### DATA FOR REVIEW
----------

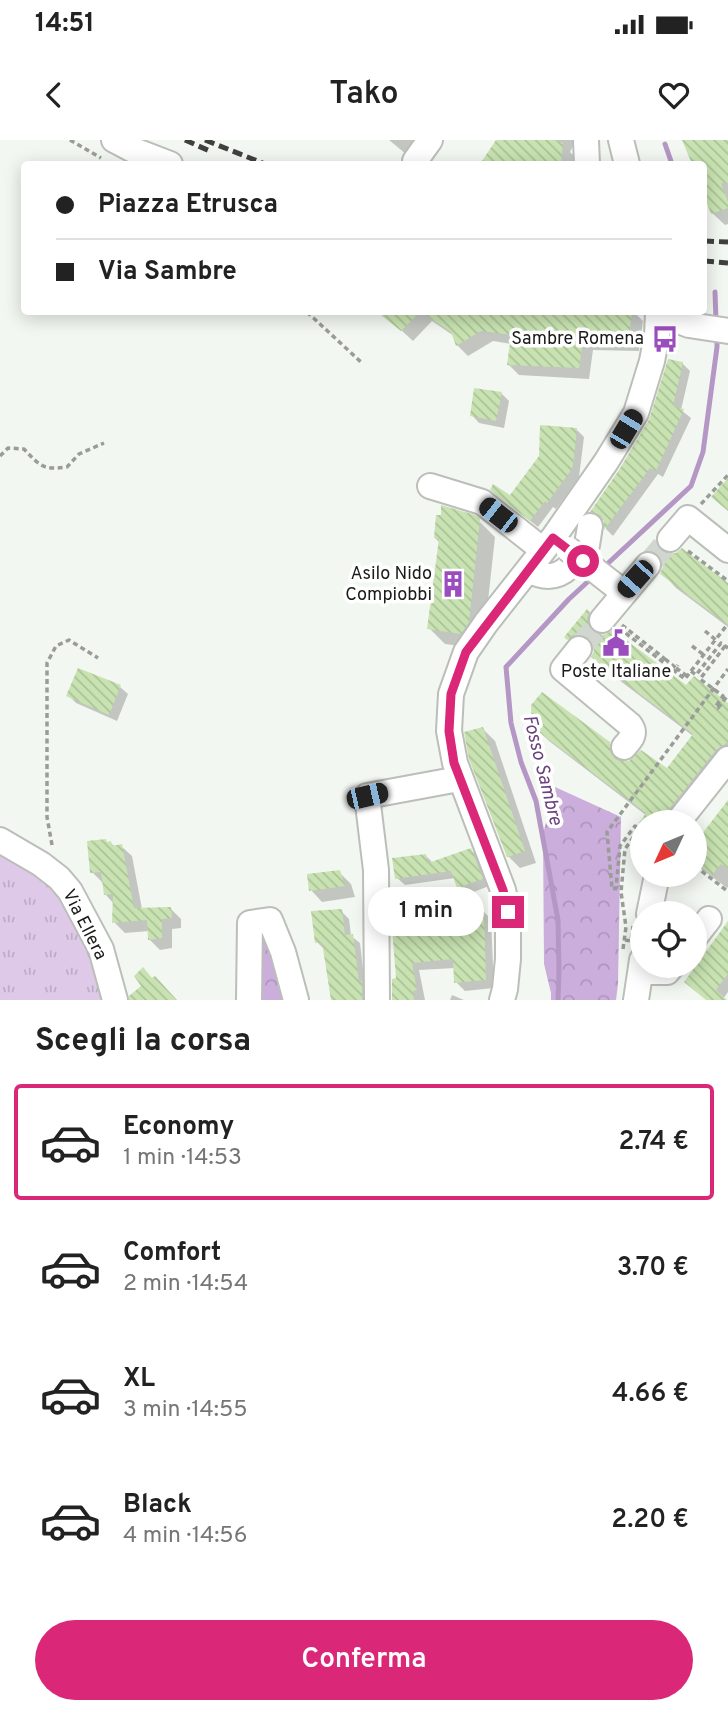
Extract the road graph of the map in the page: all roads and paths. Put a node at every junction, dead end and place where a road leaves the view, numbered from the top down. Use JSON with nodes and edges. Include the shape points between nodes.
{"nodes":[{"id":1,"x":70,"y":140,"type":"edge"},
{"id":2,"x":430,"y":140,"type":"edge"},
{"id":3,"x":586,"y":140,"type":"edge"},
{"id":4,"x":621,"y":140,"type":"edge"},
{"id":5,"x":109,"y":150,"type":"edge"},
{"id":6,"x":162,"y":161,"type":"edge"},
{"id":7,"x":415,"y":161,"type":"dead end"},
{"id":8,"x":587,"y":161,"type":"edge"},
{"id":9,"x":626,"y":161,"type":"edge"},
{"id":10,"x":310,"y":315,"type":"edge"},
{"id":11,"x":658,"y":315,"type":"edge"},
{"id":12,"x":665,"y":315,"type":"edge"},
{"id":13,"x":728,"y":331,"type":"edge"},
{"id":14,"x":362,"y":363,"type":"dead end"},
{"id":15,"x":104,"y":443,"type":"dead end"},
{"id":16,"x":0,"y":456,"type":"edge"},
{"id":17,"x":728,"y":475,"type":"edge"},
{"id":18,"x":430,"y":486,"type":"dead end"},
{"id":19,"x":688,"y":518,"type":"junction"},
{"id":20,"x":671,"y":538,"type":"joint"},
{"id":21,"x":568,"y":546,"type":"junction"},
{"id":22,"x":728,"y":550,"type":"edge"},
{"id":23,"x":648,"y":565,"type":"tunnel mouth"},
{"id":24,"x":728,"y":581,"type":"edge"},
{"id":25,"x":618,"y":589,"type":"junction"},
{"id":26,"x":611,"y":622,"type":"junction"},
{"id":27,"x":727,"y":625,"type":"edge"},
{"id":28,"x":705,"y":631,"type":"dead end"},
{"id":29,"x":716,"y":640,"type":"junction"},
{"id":30,"x":692,"y":646,"type":"dead end"},
{"id":31,"x":727,"y":647,"type":"edge"},
{"id":32,"x":579,"y":649,"type":"tunnel mouth"},
{"id":33,"x":704,"y":655,"type":"junction"},
{"id":34,"x":98,"y":658,"type":"dead end"},
{"id":35,"x":728,"y":669,"type":"edge"},
{"id":36,"x":691,"y":671,"type":"junction"},
{"id":37,"x":687,"y":676,"type":"junction"},
{"id":38,"x":713,"y":688,"type":"junction"},
{"id":39,"x":728,"y":695,"type":"edge"},
{"id":40,"x":624,"y":747,"type":"dead end"},
{"id":41,"x":728,"y":759,"type":"edge"},
{"id":42,"x":459,"y":779,"type":"junction"},
{"id":43,"x":688,"y":810,"type":"edge"},
{"id":44,"x":0,"y":840,"type":"edge"},
{"id":45,"x":707,"y":875,"type":"edge"},
{"id":46,"x":59,"y":878,"type":"junction"},
{"id":47,"x":726,"y":890,"type":"dead end"},
{"id":48,"x":625,"y":940,"type":"junction"},
{"id":49,"x":630,"y":941,"type":"edge"},
{"id":50,"x":630,"y":950,"type":"edge"},
{"id":51,"x":635,"y":978,"type":"edge"},
{"id":52,"x":115,"y":1000,"type":"edge"},
{"id":53,"x":249,"y":1000,"type":"edge"},
{"id":54,"x":296,"y":1000,"type":"edge"},
{"id":55,"x":377,"y":1000,"type":"edge"},
{"id":56,"x":502,"y":1000,"type":"edge"},
{"id":57,"x":636,"y":1000,"type":"edge"}],
"edges":[{"from":1,"to":5,"type":"path"},
{"from":2,"to":7,"type":"street"},
{"from":3,"to":8,"type":"street"},
{"from":4,"to":9,"type":"street"},
{"from":5,"to":6,"type":"street","via":[[131,149]]},
{"from":10,"to":14,"type":"path"},
{"from":11,"to":21,"type":"street","via":[[652,361],[636,413],[606,462]]},
{"from":12,"to":13,"type":"street","via":[[690,325]]},
{"from":15,"to":16,"type":"path","via":[[79,454],[67,467],[50,469],[24,449],[8,448]]},
{"from":17,"to":19,"type":"path"},
{"from":18,"to":21,"type":"street","via":[[481,502]]},
{"from":19,"to":20,"type":"street"},
{"from":19,"to":22,"type":"street"},
{"from":20,"to":24,"type":"path"},
{"from":21,"to":25,"type":"street","bridge":true},
{"from":21,"to":42,"type":"street","via":[[528,570],[466,652],[451,694],[449,731]]},
{"from":23,"to":25,"type":"street"},
{"from":25,"to":26,"type":"street"},
{"from":26,"to":37,"type":"path"},
{"from":26,"to":37,"type":"path","via":[[685,679]]},
{"from":27,"to":29,"type":"path"},
{"from":28,"to":29,"type":"path"},
{"from":29,"to":33,"type":"path"},
{"from":30,"to":33,"type":"path"},
{"from":31,"to":36,"type":"path","via":[[721,643],[696,675]]},
{"from":31,"to":38,"type":"path","via":[[700,678]]},
{"from":32,"to":40,"type":"street","via":[[563,669],[630,725],[634,733]]},
{"from":33,"to":36,"type":"path"},
{"from":34,"to":46,"type":"path","via":[[69,640],[56,646],[47,663],[47,817]]},
{"from":35,"to":38,"type":"path"},
{"from":36,"to":37,"type":"path"},
{"from":38,"to":39,"type":"path","via":[[723,696],[718,708]]},
{"from":38,"to":48,"type":"path","via":[[607,832],[612,888],[616,888],[620,846],[635,826],[639,829],[625,849],[621,892]]},
{"from":41,"to":43,"type":"street"},
{"from":42,"to":55,"type":"street","via":[[367,796],[376,870]]},
{"from":42,"to":56,"type":"street","via":[[508,912]]},
{"from":44,"to":46,"type":"street","name":"Via Ellera"},
{"from":45,"to":47,"type":"path"},
{"from":46,"to":52,"type":"street","name":"Via Ellera","via":[[101,949]]},
{"from":48,"to":49,"type":"path"},
{"from":48,"to":50,"type":"path"},
{"from":51,"to":57,"type":"street"},
{"from":53,"to":54,"type":"street","via":[[250,923],[270,920]]}]}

----------

### ABOUT THIS TASK
Retype all entries exactly, without the images.

### FINISHED TASK
Extract the road graph of the map in the page: all roads and paths. Put a node at every junction, dead end and place where a road leaves the view, numbered from the top down. Use JSON with nodes and edges. Include the shape points between nodes.
{"nodes":[{"id":1,"x":70,"y":140,"type":"edge"},
{"id":2,"x":430,"y":140,"type":"edge"},
{"id":3,"x":586,"y":140,"type":"edge"},
{"id":4,"x":621,"y":140,"type":"edge"},
{"id":5,"x":109,"y":150,"type":"edge"},
{"id":6,"x":162,"y":161,"type":"edge"},
{"id":7,"x":415,"y":161,"type":"dead end"},
{"id":8,"x":587,"y":161,"type":"edge"},
{"id":9,"x":626,"y":161,"type":"edge"},
{"id":10,"x":310,"y":315,"type":"edge"},
{"id":11,"x":658,"y":315,"type":"edge"},
{"id":12,"x":665,"y":315,"type":"edge"},
{"id":13,"x":728,"y":331,"type":"edge"},
{"id":14,"x":362,"y":363,"type":"dead end"},
{"id":15,"x":104,"y":443,"type":"dead end"},
{"id":16,"x":0,"y":456,"type":"edge"},
{"id":17,"x":728,"y":475,"type":"edge"},
{"id":18,"x":430,"y":486,"type":"dead end"},
{"id":19,"x":688,"y":518,"type":"junction"},
{"id":20,"x":671,"y":538,"type":"joint"},
{"id":21,"x":568,"y":546,"type":"junction"},
{"id":22,"x":728,"y":550,"type":"edge"},
{"id":23,"x":648,"y":565,"type":"tunnel mouth"},
{"id":24,"x":728,"y":581,"type":"edge"},
{"id":25,"x":618,"y":589,"type":"junction"},
{"id":26,"x":611,"y":622,"type":"junction"},
{"id":27,"x":727,"y":625,"type":"edge"},
{"id":28,"x":705,"y":631,"type":"dead end"},
{"id":29,"x":716,"y":640,"type":"junction"},
{"id":30,"x":692,"y":646,"type":"dead end"},
{"id":31,"x":727,"y":647,"type":"edge"},
{"id":32,"x":579,"y":649,"type":"tunnel mouth"},
{"id":33,"x":704,"y":655,"type":"junction"},
{"id":34,"x":98,"y":658,"type":"dead end"},
{"id":35,"x":728,"y":669,"type":"edge"},
{"id":36,"x":691,"y":671,"type":"junction"},
{"id":37,"x":687,"y":676,"type":"junction"},
{"id":38,"x":713,"y":688,"type":"junction"},
{"id":39,"x":728,"y":695,"type":"edge"},
{"id":40,"x":624,"y":747,"type":"dead end"},
{"id":41,"x":728,"y":759,"type":"edge"},
{"id":42,"x":459,"y":779,"type":"junction"},
{"id":43,"x":688,"y":810,"type":"edge"},
{"id":44,"x":0,"y":840,"type":"edge"},
{"id":45,"x":707,"y":875,"type":"edge"},
{"id":46,"x":59,"y":878,"type":"junction"},
{"id":47,"x":726,"y":890,"type":"dead end"},
{"id":48,"x":625,"y":940,"type":"junction"},
{"id":49,"x":630,"y":941,"type":"edge"},
{"id":50,"x":630,"y":950,"type":"edge"},
{"id":51,"x":635,"y":978,"type":"edge"},
{"id":52,"x":115,"y":1000,"type":"edge"},
{"id":53,"x":249,"y":1000,"type":"edge"},
{"id":54,"x":296,"y":1000,"type":"edge"},
{"id":55,"x":377,"y":1000,"type":"edge"},
{"id":56,"x":502,"y":1000,"type":"edge"},
{"id":57,"x":636,"y":1000,"type":"edge"}],
"edges":[{"from":1,"to":5,"type":"path"},
{"from":2,"to":7,"type":"street"},
{"from":3,"to":8,"type":"street"},
{"from":4,"to":9,"type":"street"},
{"from":5,"to":6,"type":"street","via":[[131,149]]},
{"from":10,"to":14,"type":"path"},
{"from":11,"to":21,"type":"street","via":[[652,361],[636,413],[606,462]]},
{"from":12,"to":13,"type":"street","via":[[690,325]]},
{"from":15,"to":16,"type":"path","via":[[79,454],[67,467],[50,469],[24,449],[8,448]]},
{"from":17,"to":19,"type":"path"},
{"from":18,"to":21,"type":"street","via":[[481,502]]},
{"from":19,"to":20,"type":"street"},
{"from":19,"to":22,"type":"street"},
{"from":20,"to":24,"type":"path"},
{"from":21,"to":25,"type":"street","bridge":true},
{"from":21,"to":42,"type":"street","via":[[528,570],[466,652],[451,694],[449,731]]},
{"from":23,"to":25,"type":"street"},
{"from":25,"to":26,"type":"street"},
{"from":26,"to":37,"type":"path"},
{"from":26,"to":37,"type":"path","via":[[685,679]]},
{"from":27,"to":29,"type":"path"},
{"from":28,"to":29,"type":"path"},
{"from":29,"to":33,"type":"path"},
{"from":30,"to":33,"type":"path"},
{"from":31,"to":36,"type":"path","via":[[721,643],[696,675]]},
{"from":31,"to":38,"type":"path","via":[[700,678]]},
{"from":32,"to":40,"type":"street","via":[[563,669],[630,725],[634,733]]},
{"from":33,"to":36,"type":"path"},
{"from":34,"to":46,"type":"path","via":[[69,640],[56,646],[47,663],[47,817]]},
{"from":35,"to":38,"type":"path"},
{"from":36,"to":37,"type":"path"},
{"from":38,"to":39,"type":"path","via":[[723,696],[718,708]]},
{"from":38,"to":48,"type":"path","via":[[607,832],[612,888],[616,888],[620,846],[635,826],[639,829],[625,849],[621,892]]},
{"from":41,"to":43,"type":"street"},
{"from":42,"to":55,"type":"street","via":[[367,796],[376,870]]},
{"from":42,"to":56,"type":"street","via":[[508,912]]},
{"from":44,"to":46,"type":"street","name":"Via Ellera"},
{"from":45,"to":47,"type":"path"},
{"from":46,"to":52,"type":"street","name":"Via Ellera","via":[[101,949]]},
{"from":48,"to":49,"type":"path"},
{"from":48,"to":50,"type":"path"},
{"from":51,"to":57,"type":"street"},
{"from":53,"to":54,"type":"street","via":[[250,923],[270,920]]}]}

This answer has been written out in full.